Caroline Atherton Briggs Mason (27 July 1823 – 13 June 1890) was an American poet whose works include Do They Miss Me At Home? and The King's Quest. Many of her poems became popular hymns in the Unitarian church.

Early life
Mason was born in Marblehead, Massachusetts, the daughter of physician Dr. Calvin Briggs and Rebecca Briggs. She was educated at Bradford Academy in Bradford, Massachusetts, and began writing when quite young. In 1852, her family moved to Fitchburg, Massachusetts.

Published works
Her first poems were published in the Salem Register under the name "Caro". Mason was also published in The Congregationalist, The Liberal Christian, The Monthly Religious Magazine, The Independent and The Christian Union. She contributed largely to the hymnology of the Unitarian church, and her poetry generally is strong in the didactic element.
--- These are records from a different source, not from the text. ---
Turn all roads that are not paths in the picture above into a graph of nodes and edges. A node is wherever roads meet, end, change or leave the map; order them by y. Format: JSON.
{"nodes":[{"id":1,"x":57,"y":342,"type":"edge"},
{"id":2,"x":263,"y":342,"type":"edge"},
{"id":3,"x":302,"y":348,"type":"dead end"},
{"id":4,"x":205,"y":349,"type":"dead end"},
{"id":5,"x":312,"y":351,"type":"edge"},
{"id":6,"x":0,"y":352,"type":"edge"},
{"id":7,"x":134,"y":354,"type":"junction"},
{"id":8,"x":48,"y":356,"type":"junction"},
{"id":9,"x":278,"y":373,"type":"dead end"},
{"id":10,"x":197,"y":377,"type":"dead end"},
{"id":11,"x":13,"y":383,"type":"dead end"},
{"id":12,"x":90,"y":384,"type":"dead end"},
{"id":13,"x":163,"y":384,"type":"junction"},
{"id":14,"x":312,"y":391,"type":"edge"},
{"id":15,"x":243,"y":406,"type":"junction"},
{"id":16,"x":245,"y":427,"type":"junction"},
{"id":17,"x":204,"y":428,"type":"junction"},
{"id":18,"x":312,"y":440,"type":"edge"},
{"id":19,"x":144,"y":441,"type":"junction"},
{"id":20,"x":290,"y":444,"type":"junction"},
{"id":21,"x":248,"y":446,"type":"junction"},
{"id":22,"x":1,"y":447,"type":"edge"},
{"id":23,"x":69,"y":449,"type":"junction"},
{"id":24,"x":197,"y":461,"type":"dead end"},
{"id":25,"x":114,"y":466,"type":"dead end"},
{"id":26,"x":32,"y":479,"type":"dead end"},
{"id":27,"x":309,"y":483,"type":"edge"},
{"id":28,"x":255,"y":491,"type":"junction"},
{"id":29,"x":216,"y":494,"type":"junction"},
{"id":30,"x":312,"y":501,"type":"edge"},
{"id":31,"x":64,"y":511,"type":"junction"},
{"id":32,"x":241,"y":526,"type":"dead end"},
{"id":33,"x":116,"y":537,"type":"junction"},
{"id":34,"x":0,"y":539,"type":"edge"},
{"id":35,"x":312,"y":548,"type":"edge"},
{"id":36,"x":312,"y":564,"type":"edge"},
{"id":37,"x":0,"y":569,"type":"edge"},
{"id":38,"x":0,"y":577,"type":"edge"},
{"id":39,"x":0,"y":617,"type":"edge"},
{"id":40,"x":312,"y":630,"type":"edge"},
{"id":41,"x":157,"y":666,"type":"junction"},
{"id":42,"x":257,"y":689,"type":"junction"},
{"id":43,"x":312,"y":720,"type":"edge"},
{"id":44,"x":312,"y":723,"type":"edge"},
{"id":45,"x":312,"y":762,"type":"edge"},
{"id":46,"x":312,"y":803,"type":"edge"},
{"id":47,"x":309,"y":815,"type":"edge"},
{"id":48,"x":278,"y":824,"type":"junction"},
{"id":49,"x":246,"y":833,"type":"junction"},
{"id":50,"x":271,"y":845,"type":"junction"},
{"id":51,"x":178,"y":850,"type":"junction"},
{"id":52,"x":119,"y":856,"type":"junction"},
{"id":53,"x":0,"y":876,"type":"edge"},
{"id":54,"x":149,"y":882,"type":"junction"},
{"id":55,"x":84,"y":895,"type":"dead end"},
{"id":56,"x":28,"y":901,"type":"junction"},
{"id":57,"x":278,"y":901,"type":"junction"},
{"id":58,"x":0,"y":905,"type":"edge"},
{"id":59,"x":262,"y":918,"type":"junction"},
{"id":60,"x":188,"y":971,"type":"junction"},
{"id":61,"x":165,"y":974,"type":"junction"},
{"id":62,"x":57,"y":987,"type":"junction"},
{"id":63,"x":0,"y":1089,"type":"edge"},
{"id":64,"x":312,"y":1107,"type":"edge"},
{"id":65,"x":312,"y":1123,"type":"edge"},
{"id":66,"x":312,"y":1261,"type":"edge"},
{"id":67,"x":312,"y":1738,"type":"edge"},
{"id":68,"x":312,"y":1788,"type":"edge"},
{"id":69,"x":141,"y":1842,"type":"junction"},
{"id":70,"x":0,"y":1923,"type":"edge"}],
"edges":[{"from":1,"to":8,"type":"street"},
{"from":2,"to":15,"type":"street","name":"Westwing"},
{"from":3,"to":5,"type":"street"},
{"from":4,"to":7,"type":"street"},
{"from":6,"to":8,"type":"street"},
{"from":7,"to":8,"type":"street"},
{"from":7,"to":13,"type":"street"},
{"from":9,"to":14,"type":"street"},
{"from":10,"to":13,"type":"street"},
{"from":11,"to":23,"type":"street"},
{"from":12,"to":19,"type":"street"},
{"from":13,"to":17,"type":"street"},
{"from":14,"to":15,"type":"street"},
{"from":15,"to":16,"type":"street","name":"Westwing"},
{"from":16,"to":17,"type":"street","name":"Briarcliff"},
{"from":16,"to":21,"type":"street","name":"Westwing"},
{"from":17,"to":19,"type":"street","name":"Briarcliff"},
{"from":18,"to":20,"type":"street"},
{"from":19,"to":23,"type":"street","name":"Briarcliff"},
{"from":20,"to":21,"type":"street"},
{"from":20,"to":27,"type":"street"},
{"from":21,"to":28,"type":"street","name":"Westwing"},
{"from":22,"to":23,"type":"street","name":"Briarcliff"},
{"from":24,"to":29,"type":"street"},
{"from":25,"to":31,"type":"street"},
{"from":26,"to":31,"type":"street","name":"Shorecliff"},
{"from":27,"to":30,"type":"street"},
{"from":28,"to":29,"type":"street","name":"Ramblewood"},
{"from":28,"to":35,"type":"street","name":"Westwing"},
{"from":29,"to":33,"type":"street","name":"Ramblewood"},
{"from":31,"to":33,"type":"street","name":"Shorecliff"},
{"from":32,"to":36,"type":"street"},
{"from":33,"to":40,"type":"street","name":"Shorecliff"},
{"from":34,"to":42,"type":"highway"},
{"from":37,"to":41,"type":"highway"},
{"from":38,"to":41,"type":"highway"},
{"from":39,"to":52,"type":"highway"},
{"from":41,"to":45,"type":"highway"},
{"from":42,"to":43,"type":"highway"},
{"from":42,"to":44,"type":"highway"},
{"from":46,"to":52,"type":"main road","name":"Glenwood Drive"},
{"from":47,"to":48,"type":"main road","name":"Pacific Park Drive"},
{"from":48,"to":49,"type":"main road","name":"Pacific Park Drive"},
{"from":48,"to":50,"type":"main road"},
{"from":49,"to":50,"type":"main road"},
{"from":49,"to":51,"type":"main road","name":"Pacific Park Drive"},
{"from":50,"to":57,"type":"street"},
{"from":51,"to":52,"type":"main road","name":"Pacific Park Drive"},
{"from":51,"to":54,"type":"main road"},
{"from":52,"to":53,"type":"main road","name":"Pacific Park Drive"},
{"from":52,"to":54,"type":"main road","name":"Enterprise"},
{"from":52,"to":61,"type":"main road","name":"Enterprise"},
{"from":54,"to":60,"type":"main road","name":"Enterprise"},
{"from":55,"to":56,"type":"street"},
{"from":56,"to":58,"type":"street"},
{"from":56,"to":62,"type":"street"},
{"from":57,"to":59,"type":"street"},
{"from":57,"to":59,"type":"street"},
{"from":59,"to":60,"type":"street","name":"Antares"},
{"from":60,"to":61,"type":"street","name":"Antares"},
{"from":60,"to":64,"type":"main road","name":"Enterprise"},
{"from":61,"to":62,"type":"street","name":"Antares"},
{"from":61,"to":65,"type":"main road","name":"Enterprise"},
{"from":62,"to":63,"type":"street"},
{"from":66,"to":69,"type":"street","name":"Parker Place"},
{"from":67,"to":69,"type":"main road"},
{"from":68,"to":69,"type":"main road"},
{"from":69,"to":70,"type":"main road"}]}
She published a collection of poetry, Utterance: or Private Voices to the Public Heart in 1852 and a Sunday school story, Rose Hamilton in 1859. In 1891, she published Lost Ring and other Poems in 1891.

She contributed largely to the hymnology of the Unitarian church, and her poetry generally is strong in the didactic element.

Major works
One of her early poems, Do They Miss Me at Home? was set to music by S.M. Grannis and published by mid-1852. It obtained immediate and widespread popularity in the United States and in England. Its popularity carried into the Civil War, where Mason's lyrics, written as a homesick girl away from home at school, readily translated to the plight of the soldiers on both sides, and was among the songs soldiers would sing.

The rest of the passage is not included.